### What needs to be done
Identify, in the records below, every line where the string "Reynolds" appears, and copy each such line.

### Provided data

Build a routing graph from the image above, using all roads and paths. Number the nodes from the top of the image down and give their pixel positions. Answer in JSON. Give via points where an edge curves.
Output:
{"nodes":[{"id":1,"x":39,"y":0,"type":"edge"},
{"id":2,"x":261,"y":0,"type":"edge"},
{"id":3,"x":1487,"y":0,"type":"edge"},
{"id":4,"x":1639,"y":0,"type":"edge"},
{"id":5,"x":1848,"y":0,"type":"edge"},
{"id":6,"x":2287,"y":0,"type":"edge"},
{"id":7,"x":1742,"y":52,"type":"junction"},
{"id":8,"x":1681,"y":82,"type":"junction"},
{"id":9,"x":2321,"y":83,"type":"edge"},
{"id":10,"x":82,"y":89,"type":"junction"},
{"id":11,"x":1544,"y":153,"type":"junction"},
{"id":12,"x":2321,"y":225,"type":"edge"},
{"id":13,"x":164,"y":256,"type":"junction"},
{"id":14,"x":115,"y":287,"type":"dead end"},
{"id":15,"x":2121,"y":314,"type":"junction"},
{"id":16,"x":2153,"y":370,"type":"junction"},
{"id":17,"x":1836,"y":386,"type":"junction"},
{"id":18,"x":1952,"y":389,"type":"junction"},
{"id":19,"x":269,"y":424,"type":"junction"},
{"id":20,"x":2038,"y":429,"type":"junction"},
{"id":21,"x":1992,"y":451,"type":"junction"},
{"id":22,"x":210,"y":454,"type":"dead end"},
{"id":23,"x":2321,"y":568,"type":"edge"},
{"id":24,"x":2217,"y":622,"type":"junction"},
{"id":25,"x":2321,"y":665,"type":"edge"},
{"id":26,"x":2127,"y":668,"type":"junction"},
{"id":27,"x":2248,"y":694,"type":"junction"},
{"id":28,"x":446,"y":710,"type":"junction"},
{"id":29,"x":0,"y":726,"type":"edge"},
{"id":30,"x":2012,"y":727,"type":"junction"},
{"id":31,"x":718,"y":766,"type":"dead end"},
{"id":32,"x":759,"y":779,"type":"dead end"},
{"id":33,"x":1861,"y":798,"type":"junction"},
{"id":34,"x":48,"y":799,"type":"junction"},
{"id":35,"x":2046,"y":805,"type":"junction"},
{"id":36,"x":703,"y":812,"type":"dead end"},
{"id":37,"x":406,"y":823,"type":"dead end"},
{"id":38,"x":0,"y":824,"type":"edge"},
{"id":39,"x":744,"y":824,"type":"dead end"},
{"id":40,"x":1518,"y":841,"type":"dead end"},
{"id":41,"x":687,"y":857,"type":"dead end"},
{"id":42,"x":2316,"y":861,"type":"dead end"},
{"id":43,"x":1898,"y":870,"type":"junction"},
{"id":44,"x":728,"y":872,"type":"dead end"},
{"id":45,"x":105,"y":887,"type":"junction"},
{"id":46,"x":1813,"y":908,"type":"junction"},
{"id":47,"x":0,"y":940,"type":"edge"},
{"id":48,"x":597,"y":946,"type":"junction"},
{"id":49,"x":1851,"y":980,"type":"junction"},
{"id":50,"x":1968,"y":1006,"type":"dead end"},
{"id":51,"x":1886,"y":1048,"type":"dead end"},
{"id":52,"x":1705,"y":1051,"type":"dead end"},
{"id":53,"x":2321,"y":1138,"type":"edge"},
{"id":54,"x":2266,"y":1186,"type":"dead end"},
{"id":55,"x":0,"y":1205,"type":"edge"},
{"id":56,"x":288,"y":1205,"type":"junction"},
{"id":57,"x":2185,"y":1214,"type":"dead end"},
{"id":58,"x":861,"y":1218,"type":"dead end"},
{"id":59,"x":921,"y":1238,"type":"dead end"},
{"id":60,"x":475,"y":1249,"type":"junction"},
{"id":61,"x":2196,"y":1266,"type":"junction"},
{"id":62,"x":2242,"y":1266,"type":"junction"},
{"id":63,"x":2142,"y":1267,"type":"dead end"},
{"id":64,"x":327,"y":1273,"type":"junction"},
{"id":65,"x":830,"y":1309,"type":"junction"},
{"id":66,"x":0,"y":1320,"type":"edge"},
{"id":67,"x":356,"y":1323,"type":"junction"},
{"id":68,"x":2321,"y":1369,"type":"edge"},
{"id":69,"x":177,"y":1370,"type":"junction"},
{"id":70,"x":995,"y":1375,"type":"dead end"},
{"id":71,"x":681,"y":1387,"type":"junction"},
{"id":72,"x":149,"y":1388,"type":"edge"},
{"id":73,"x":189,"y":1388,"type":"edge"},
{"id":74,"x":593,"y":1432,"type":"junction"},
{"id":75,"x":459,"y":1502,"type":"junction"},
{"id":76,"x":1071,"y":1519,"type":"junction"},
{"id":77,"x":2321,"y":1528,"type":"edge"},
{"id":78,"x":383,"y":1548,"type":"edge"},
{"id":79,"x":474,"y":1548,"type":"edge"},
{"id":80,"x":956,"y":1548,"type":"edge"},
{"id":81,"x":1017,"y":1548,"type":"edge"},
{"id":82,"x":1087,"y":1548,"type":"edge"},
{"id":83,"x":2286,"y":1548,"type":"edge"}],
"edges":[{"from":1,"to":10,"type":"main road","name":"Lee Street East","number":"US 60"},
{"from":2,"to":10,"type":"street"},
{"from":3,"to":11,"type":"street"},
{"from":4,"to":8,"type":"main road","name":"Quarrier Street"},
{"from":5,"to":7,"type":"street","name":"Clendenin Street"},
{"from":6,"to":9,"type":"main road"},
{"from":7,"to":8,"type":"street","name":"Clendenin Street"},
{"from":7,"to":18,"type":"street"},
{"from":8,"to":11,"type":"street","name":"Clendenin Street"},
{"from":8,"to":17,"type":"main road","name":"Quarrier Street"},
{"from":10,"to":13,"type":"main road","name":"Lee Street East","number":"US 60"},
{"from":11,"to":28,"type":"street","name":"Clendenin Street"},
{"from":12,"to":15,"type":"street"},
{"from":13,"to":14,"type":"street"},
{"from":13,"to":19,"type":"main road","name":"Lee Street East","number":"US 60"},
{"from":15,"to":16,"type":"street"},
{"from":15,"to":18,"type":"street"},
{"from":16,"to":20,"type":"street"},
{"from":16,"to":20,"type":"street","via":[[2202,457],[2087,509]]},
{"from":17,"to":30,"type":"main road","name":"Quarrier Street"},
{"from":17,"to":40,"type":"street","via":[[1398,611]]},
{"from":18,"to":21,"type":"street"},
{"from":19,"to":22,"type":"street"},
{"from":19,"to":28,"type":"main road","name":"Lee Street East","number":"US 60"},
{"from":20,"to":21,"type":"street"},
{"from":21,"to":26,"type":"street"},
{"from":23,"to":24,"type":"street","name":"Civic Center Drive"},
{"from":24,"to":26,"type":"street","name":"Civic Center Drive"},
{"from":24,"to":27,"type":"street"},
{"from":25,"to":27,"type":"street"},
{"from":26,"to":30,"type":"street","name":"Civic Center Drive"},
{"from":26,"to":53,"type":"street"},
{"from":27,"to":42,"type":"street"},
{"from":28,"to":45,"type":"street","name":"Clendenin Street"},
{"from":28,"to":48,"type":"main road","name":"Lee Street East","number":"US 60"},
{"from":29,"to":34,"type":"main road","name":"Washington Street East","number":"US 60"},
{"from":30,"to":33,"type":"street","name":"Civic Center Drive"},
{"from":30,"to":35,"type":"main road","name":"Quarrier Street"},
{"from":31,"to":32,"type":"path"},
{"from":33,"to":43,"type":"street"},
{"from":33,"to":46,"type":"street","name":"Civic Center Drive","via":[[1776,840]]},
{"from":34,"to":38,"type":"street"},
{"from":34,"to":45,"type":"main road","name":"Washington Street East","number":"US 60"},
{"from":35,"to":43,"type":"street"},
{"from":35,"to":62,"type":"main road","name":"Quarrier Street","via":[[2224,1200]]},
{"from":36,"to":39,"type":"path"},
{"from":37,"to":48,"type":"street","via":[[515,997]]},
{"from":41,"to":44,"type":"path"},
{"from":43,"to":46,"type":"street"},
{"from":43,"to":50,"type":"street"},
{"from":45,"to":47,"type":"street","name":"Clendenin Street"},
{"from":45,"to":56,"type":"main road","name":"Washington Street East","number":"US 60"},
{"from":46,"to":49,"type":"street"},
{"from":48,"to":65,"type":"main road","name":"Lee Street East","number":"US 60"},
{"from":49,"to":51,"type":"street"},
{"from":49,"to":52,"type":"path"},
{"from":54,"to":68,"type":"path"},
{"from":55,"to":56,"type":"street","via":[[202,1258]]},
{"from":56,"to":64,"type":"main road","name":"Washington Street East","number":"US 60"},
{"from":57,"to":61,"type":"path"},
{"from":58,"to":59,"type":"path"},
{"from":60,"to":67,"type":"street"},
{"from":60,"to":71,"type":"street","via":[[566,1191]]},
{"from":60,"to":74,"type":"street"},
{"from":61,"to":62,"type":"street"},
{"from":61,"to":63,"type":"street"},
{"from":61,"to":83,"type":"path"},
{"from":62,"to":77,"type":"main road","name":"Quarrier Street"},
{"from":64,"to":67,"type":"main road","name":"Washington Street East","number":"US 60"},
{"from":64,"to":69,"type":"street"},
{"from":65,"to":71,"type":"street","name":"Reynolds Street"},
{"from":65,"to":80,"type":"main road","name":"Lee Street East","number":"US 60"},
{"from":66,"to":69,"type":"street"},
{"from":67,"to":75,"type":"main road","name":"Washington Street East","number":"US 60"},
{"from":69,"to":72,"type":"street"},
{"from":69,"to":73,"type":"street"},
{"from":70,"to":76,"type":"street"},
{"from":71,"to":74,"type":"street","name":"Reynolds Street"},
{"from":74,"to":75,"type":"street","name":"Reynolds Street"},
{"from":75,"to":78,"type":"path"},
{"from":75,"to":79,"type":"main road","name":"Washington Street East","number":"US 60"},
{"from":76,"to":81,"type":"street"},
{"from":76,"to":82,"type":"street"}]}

### Response
{"from":65,"to":71,"type":"street","name":"Reynolds Street"},
{"from":71,"to":74,"type":"street","name":"Reynolds Street"},
{"from":74,"to":75,"type":"street","name":"Reynolds Street"},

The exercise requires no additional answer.